A question on NDAs and immortality: can an NDA outlive Connor MacLeod of the Clan MacLeod? The skinny on how long can an NDA last.
How long should a non-disclosure or confidentiality agreement last? Well, stick around and I’ll tell you.
Hi everyone, Simon here from The Contract Company. Contracts, that’s what we do, all day every day, and sometimes overnight. Lucky us.
So how long should a confidentiality agreement last? Well, here’s the answer: boom, as long as you like.
That’s it, I’m done, I’m out. That’s gotta be the world’s fastest legal education video, must be some sort of world record.
Okay, little bit more information, no problem.
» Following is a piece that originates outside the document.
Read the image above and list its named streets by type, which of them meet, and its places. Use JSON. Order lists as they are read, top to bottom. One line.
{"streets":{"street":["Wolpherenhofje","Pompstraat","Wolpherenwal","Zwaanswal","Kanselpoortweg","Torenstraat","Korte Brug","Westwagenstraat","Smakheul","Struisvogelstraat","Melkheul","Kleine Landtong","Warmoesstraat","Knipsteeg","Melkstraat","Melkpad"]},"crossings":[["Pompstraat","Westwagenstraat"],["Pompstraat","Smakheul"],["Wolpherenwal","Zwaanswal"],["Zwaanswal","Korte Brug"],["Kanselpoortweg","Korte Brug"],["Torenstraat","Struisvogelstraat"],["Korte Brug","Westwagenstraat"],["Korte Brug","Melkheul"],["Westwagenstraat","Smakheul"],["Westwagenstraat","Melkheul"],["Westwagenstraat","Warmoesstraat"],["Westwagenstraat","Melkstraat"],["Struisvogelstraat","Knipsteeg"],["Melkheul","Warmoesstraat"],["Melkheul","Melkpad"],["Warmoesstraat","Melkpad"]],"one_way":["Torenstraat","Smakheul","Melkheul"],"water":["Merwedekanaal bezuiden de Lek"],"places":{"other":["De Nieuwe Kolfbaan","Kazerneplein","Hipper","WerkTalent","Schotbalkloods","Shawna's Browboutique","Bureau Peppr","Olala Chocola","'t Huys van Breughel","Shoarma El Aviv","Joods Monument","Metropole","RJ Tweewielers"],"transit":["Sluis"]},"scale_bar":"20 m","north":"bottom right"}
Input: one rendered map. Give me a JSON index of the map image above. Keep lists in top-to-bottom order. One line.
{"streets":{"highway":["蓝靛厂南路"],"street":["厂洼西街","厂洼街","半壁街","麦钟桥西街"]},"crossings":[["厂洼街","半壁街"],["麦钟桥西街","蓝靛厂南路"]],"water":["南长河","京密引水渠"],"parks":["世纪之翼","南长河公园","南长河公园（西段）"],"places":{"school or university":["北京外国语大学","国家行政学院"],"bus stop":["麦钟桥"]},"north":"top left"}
NDAs and Immortality: How Long?
It is a contract and the parties to a contract are free to agree on anything they like as long as it’s not unlawful. The parties can agree that the obligation to keep certain information under that document confidential could last in perpetuity.
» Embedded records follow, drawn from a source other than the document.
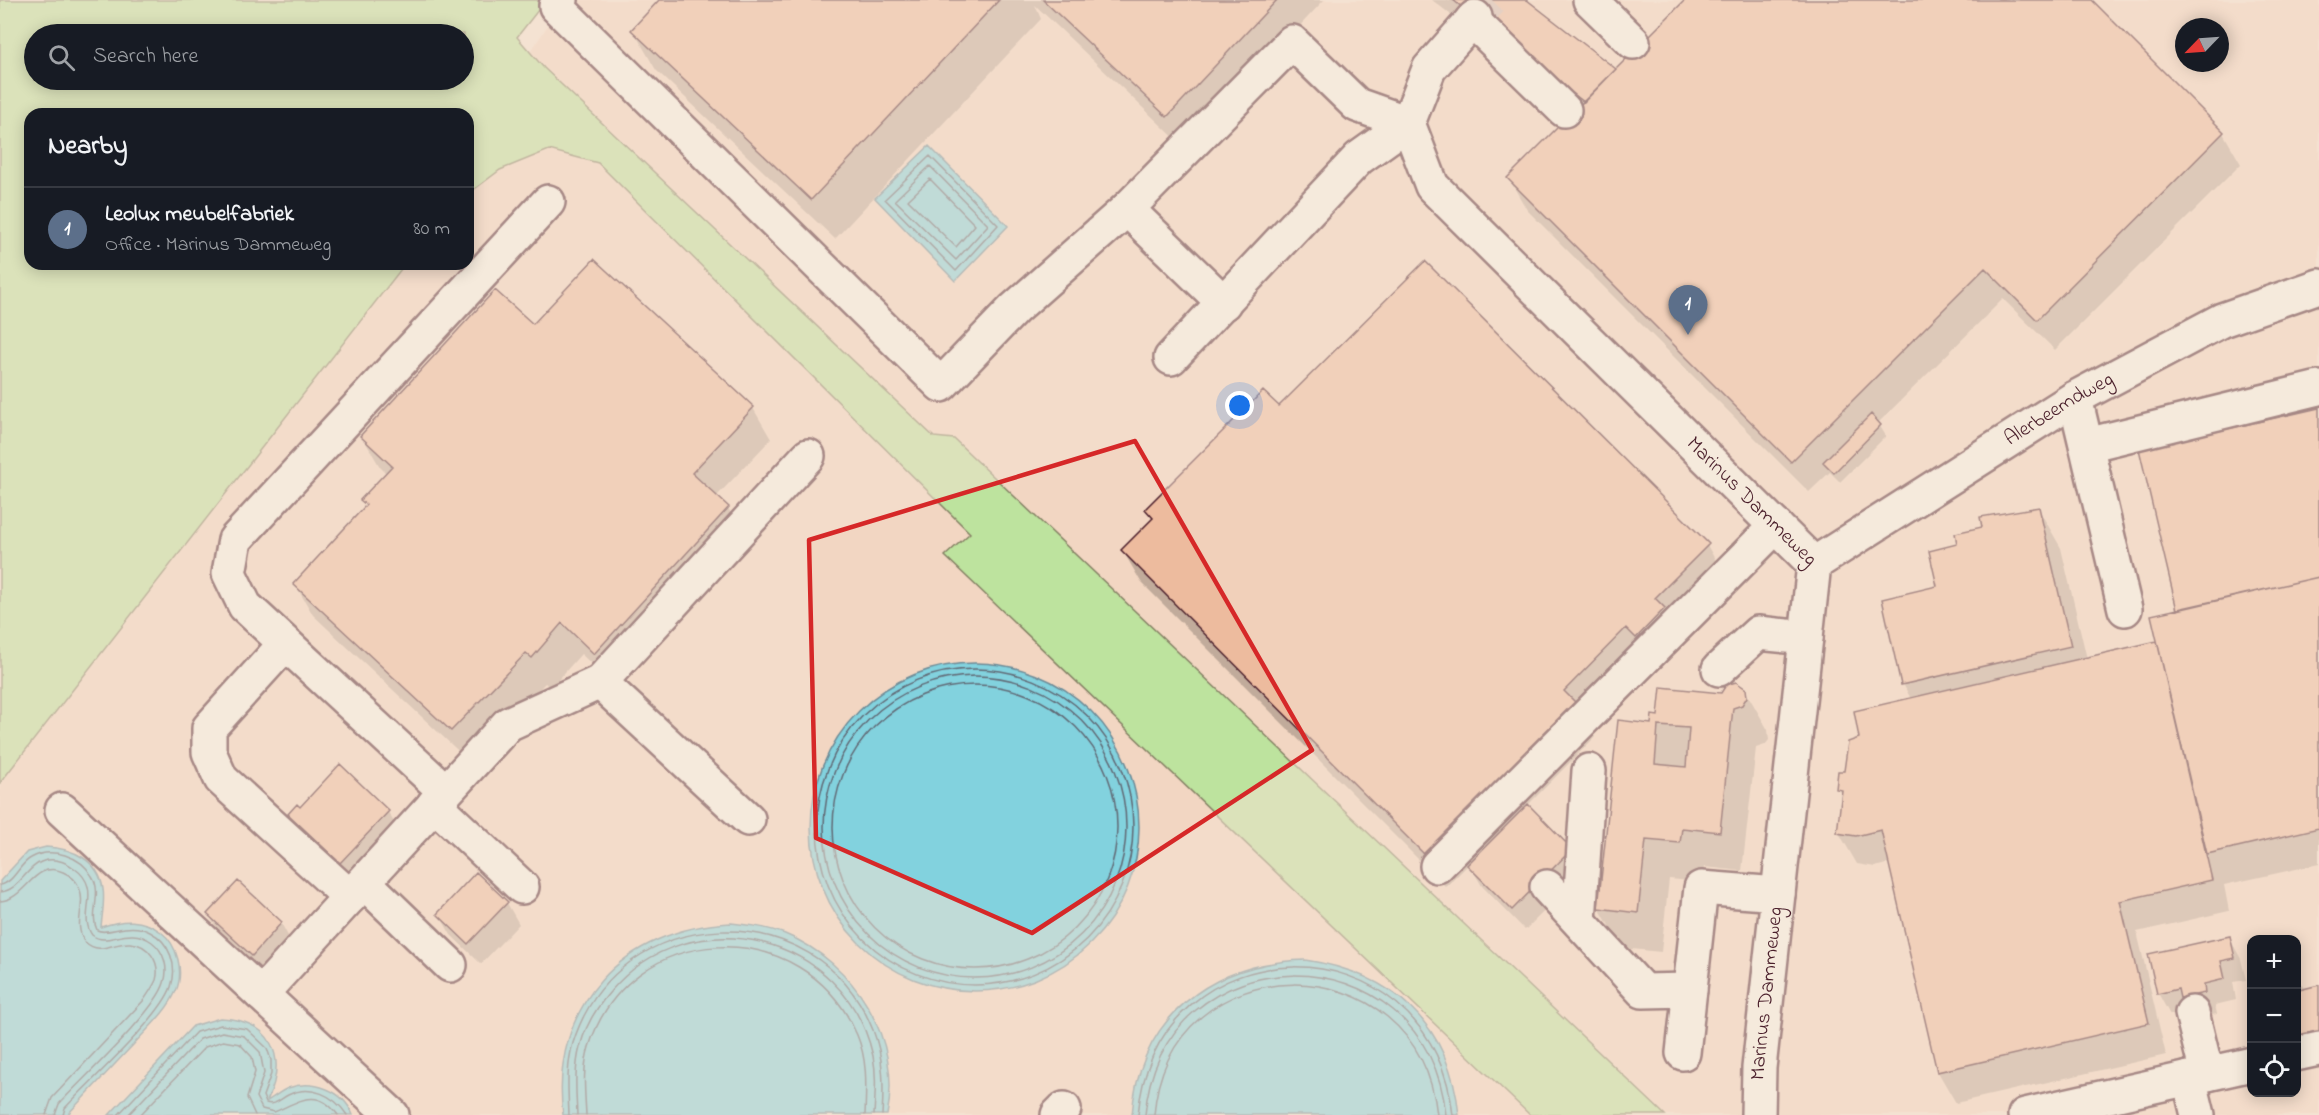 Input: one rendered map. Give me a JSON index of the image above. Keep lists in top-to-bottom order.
{
  "streets": {
    "street": ["Alerbeemdweg", "Marinus Dammeweg"]
  },
  "crossings": [
    ["Alerbeemdweg", "Marinus Dammeweg"]
  ],
  "north": "bottom left",
  "page": {
    "search": "Search here",
    "heading": "Nearby",
    "list": [
      {
        "mark": "1",
        "name": "Leolux meubelfabriek",
        "note": "Office · Marinus Dammeweg",
        "value": "80 m"
      }
    ],
    "pins": "1",
    "map_buttons": ["+", "−"]
  }
}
But, while one party wants the confidential information to be kept confidential for as long as possible, the other party is usually against that. This is because it imposes unfair obligations.
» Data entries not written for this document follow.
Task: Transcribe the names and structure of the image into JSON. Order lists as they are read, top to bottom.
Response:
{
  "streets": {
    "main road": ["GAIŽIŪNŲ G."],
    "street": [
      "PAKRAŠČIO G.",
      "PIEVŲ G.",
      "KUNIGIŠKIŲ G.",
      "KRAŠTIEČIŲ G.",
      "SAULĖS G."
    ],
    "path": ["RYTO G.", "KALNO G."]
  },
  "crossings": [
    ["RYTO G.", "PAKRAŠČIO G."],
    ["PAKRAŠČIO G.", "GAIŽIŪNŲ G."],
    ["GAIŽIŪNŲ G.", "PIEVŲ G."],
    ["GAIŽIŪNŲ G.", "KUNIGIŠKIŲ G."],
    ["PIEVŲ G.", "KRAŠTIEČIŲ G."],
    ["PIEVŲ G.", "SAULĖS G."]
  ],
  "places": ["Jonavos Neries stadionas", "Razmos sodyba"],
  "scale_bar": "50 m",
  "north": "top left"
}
Or not unfair, but it imposes onerous obligations on them to put in place systems and processes to keep that information confidential.
So under the theory, it’s possible that information under an NDA is protected indefinitely. The reality of it though is they never are. They usually have a term between one and seven years, and I think sort of three to five years is common.
You can go to the long-range of the spectrum, say the five, six, seven-year mark. This is as long as you include in the NDA standard sort of clauses. Sort of clauses that basically say, if the information is disclosed or becomes part of the public domain through some other means, then the terms of the NDA cease.
So if you do fair things like that, then you can actually try and impose a term or a longer term in that sort of five to seven-year mark. I hope that helps.